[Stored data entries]

•••

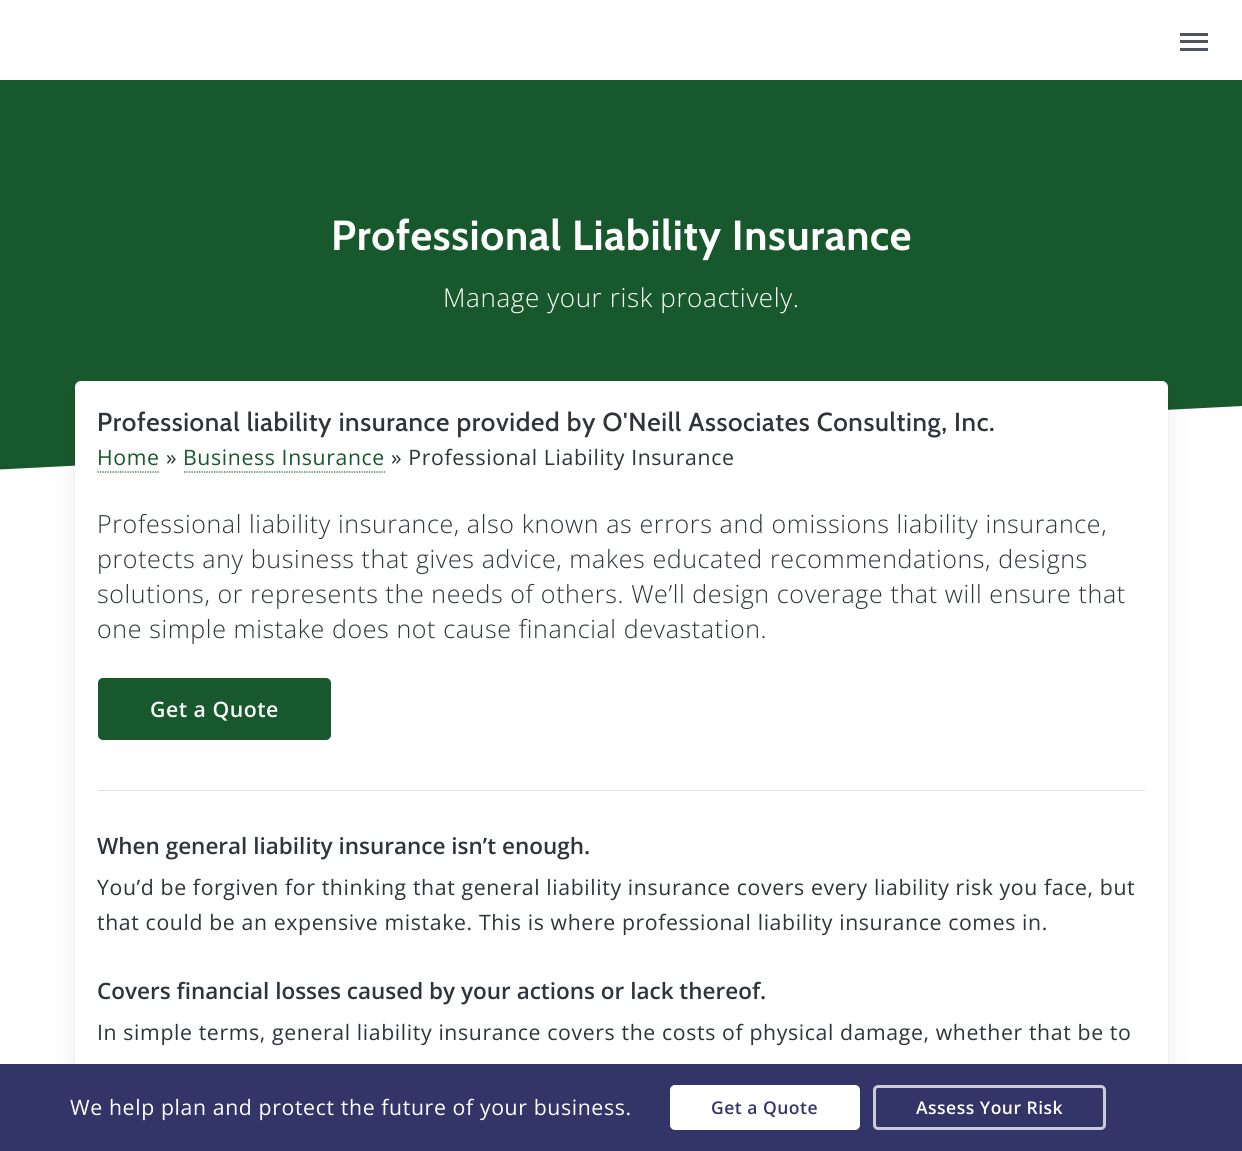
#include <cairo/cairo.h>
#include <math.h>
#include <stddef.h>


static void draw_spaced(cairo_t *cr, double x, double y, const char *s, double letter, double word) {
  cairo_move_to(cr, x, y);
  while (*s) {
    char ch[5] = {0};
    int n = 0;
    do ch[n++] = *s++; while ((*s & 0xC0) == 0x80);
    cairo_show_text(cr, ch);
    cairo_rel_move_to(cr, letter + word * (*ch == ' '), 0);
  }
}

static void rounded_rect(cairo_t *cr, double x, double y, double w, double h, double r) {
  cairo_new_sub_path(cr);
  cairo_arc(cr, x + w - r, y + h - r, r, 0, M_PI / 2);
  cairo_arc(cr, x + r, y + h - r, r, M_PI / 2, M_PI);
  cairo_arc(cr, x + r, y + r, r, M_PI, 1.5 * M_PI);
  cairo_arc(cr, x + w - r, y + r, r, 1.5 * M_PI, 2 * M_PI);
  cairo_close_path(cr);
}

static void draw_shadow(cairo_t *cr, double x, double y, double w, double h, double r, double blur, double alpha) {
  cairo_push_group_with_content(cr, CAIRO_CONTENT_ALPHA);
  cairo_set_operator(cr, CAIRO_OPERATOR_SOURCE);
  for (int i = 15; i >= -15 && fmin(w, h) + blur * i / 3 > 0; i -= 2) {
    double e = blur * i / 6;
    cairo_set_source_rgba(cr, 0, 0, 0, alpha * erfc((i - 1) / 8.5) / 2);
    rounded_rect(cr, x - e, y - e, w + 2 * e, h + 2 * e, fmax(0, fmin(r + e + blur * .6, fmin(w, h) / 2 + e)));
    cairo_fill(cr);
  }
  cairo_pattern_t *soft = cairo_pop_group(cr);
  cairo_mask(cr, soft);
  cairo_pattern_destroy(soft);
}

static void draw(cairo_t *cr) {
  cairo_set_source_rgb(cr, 1, 1, 1);
  cairo_paint(cr);
  cairo_set_source_rgb(cr, 78 / 255.0, 85 / 255.0, 97 / 255.0);
  cairo_rectangle(cr, 1180, 33, 28, 3);
  cairo_fill(cr);
  cairo_rectangle(cr, 1180, 48, 28, 3);
  cairo_fill(cr);
  cairo_rectangle(cr, 1180, 40, 28, 3);
  cairo_fill(cr);
  cairo_set_source_rgb(cr, 23 / 255.0, 89 / 255.0, 44 / 255.0);
  cairo_rectangle(cr, 0, 80, 1242, 390);
  cairo_fill(cr);
  cairo_set_source_rgb(cr, 1, 1, 1);
  cairo_new_path(cr);
  cairo_move_to(cr, 1242, 472);
  cairo_line_to(cr, 1242, 406);
  cairo_line_to(cr, -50, 472);
  cairo_close_path(cr);
  cairo_fill(cr);
  cairo_set_source_rgb(cr, 0, 0, 0);
  draw_shadow(cr, 75, 396, 1093, 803, 6, 14, 0.06);
  draw_shadow(cr, 75, 384, 1093, 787, 6, 4.5, 0.05);
  cairo_set_source_rgb(cr, 1, 1, 1);
  rounded_rect(cr, 75, 381, 1093, 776, 6);
  cairo_fill(cr);
  cairo_new_path(cr);
  cairo_move_to(cr, 97.5, 472);
  cairo_line_to(cr, 160, 472);
  cairo_set_source_rgb(cr, 23 / 255.0, 89 / 255.0, 44 / 255.0);
  cairo_set_line_width(cr, 1.2);
  cairo_set_dash(cr, (double[]){1.25, 1.25}, 2, 0);
  cairo_stroke(cr);
  cairo_new_path(cr);
  cairo_move_to(cr, 184, 472);
  cairo_line_to(cr, 385, 472);
  cairo_stroke(cr);
  rounded_rect(cr, 98, 678, 233, 62, 5);
  cairo_fill(cr);
  cairo_set_source_rgb(cr, 224 / 255.0, 224 / 255.0, 224 / 255.0);
  cairo_rectangle(cr, 98, 790, 1047, 1);
  cairo_fill(cr);
  cairo_set_source_rgb(cr, 51 / 255.0, 52 / 255.0, 104 / 255.0);
  cairo_rectangle(cr, 0, 1064, 1242, 87);
  cairo_fill(cr);
  cairo_set_source_rgb(cr, 1, 1, 1);
  rounded_rect(cr, 670, 1085, 190, 45, 5);
  cairo_fill(cr);
  rounded_rect(cr, 874.5, 1086.5, 230, 42, 3.5);
  cairo_set_source_rgb(cr, 204 / 255.0, 204 / 255.0, 217 / 255.0);
  cairo_set_line_width(cr, 3);
  cairo_set_dash(cr, NULL, 0, 0);
  cairo_stroke(cr);
  cairo_select_font_face(cr, "Cabin", CAIRO_FONT_SLANT_NORMAL, CAIRO_FONT_WEIGHT_BOLD);
  cairo_set_font_size(cr, 42);
  cairo_set_source_rgb(cr, 1, 1, 1);
  draw_spaced(cr, 331, 250, "Professional Liability Insurance", 0.62, 0);
  cairo_select_font_face(cr, "Open Sans Light", CAIRO_FONT_SLANT_NORMAL, CAIRO_FONT_WEIGHT_NORMAL);
  cairo_set_font_size(cr, 26);
  draw_spaced(cr, 443, 307, "Manage your risk proactively.", 0.62, 0);
  cairo_select_font_face(cr, "Cabin Medium", CAIRO_FONT_SLANT_NORMAL, CAIRO_FONT_WEIGHT_NORMAL);
  cairo_set_source_rgb(cr, 46 / 255.0, 52 / 255.0, 58 / 255.0);
  draw_spaced(cr, 97, 431, "Professional liability insurance provided by O'Neill Associates Consulting, Inc.", 0.62, 0);
  cairo_select_font_face(cr, "Open Sans", CAIRO_FONT_SLANT_NORMAL, CAIRO_FONT_WEIGHT_NORMAL);
  cairo_set_font_size(cr, 21.25);
  cairo_set_source_rgb(cr, 23 / 255.0, 89 / 255.0, 44 / 255.0);
  draw_spaced(cr, 97, 465, "Home", 0.62, 0);
  cairo_set_source_rgb(cr, 46 / 255.0, 52 / 255.0, 58 / 255.0);
  draw_spaced(cr, 166, 465, "»", 0.62, 0);
  cairo_set_source_rgb(cr, 23 / 255.0, 89 / 255.0, 44 / 255.0);
  draw_spaced(cr, 183, 465, "Business Insurance", 0.62, 0);
  cairo_set_source_rgb(cr, 46 / 255.0, 52 / 255.0, 58 / 255.0);
  draw_spaced(cr, 391, 465, "» Professional Liability Insurance", 0.62, 0);
  cairo_select_font_face(cr, "Open Sans Light", CAIRO_FONT_SLANT_NORMAL, CAIRO_FONT_WEIGHT_NORMAL);
  cairo_set_font_size(cr, 25);
  draw_spaced(cr, 97, 533, "Professional liability insurance, also known as errors and omissions liability insurance,", 0.62, 0);
  draw_spaced(cr, 97, 568, "protects any business that gives advice, makes educated recommendations, designs", 0.62, 0);
  draw_spaced(cr, 97, 603, "solutions, or represents the needs of others. We’ll design coverage that will ensure that", 0.62, 0);
  draw_spaced(cr, 97, 638, "one simple mistake does not cause financial devastation.", 0.62, 0);
  cairo_select_font_face(cr, "Open Sans SemiBold", CAIRO_FONT_SLANT_NORMAL, CAIRO_FONT_WEIGHT_NORMAL);
  cairo_set_font_size(cr, 21.25);
  cairo_set_source_rgb(cr, 1, 1, 1);
  draw_spaced(cr, 150, 717, "Get a Quote", 0.5, 0);
  cairo_set_font_size(cr, 22.5);
  cairo_set_source_rgb(cr, 46 / 255.0, 52 / 255.0, 58 / 255.0);
  cairo_move_to(cr, 97, 854);
  cairo_show_text(cr, "When general liability insurance isn’t enough.");
  cairo_select_font_face(cr, "Open Sans", CAIRO_FONT_SLANT_NORMAL, CAIRO_FONT_WEIGHT_NORMAL);
  cairo_set_font_size(cr, 21.25);
  draw_spaced(cr, 97, 895, "You’d be forgiven for thinking that general liability insurance covers every liability risk you face, but", 0.62, 0);
  draw_spaced(cr, 97, 930, "that could be an expensive mistake. This is where professional liability insurance comes in.", 0.62, 0);
  cairo_select_font_face(cr, "Open Sans SemiBold", CAIRO_FONT_SLANT_NORMAL, CAIRO_FONT_WEIGHT_NORMAL);
  cairo_set_font_size(cr, 22.5);
  cairo_move_to(cr, 97, 999);
  cairo_show_text(cr, "Covers financial losses caused by your actions or lack thereof.");
  cairo_select_font_face(cr, "Open Sans", CAIRO_FONT_SLANT_NORMAL, CAIRO_FONT_WEIGHT_NORMAL);
  cairo_set_font_size(cr, 21.25);
  draw_spaced(cr, 97, 1040, "In simple terms, general liability insurance covers the costs of physical damage, whether that be to", 0.62, 0);
  cairo_set_source_rgb(cr, 1, 1, 1);
  draw_spaced(cr, 70, 1115, "We help plan and protect the future of your business.", 0.62, 0);
  cairo_select_font_face(cr, "Open Sans SemiBold", CAIRO_FONT_SLANT_NORMAL, CAIRO_FONT_WEIGHT_NORMAL);
  cairo_set_font_size(cr, 17.5);
  cairo_set_source_rgb(cr, 51 / 255.0, 52 / 255.0, 104 / 255.0);
  draw_spaced(cr, 711, 1114, "Get a Quote", 0.5, 0);
  cairo_set_source_rgb(cr, 1, 1, 1);
  draw_spaced(cr, 916, 1114, "Assess Your Risk", 0.5, 0);
}

int main(void) {
  cairo_surface_t *surface = cairo_image_surface_create(CAIRO_FORMAT_RGB24, 1242, 1151);
  cairo_t *cr = cairo_create(surface);
  cairo_font_options_t *options = cairo_font_options_create();
  cairo_font_options_set_hint_metrics(options, CAIRO_HINT_METRICS_OFF);
  cairo_font_options_set_hint_style(options, CAIRO_HINT_STYLE_NONE);
  cairo_set_font_options(cr, options);
  cairo_set_miter_limit(cr, 4);
  draw(cr);
  cairo_surface_write_to_png(surface, "out.png");
  cairo_font_options_destroy(options);
  cairo_destroy(cr);
  cairo_surface_destroy(surface);
  return 0;
}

•••

→ **Problem statement**
All that is wanted is an exact copy of the lines above from the one with "cairo_pattern_t *soft = cairo_pop_group(cr);" through the one with "static void draw(cairo_t", with both ends included.

→ **Reply**
  cairo_pattern_t *soft = cairo_pop_group(cr);
  cairo_mask(cr, soft);
  cairo_pattern_destroy(soft);
}

static void draw(cairo_t *cr) {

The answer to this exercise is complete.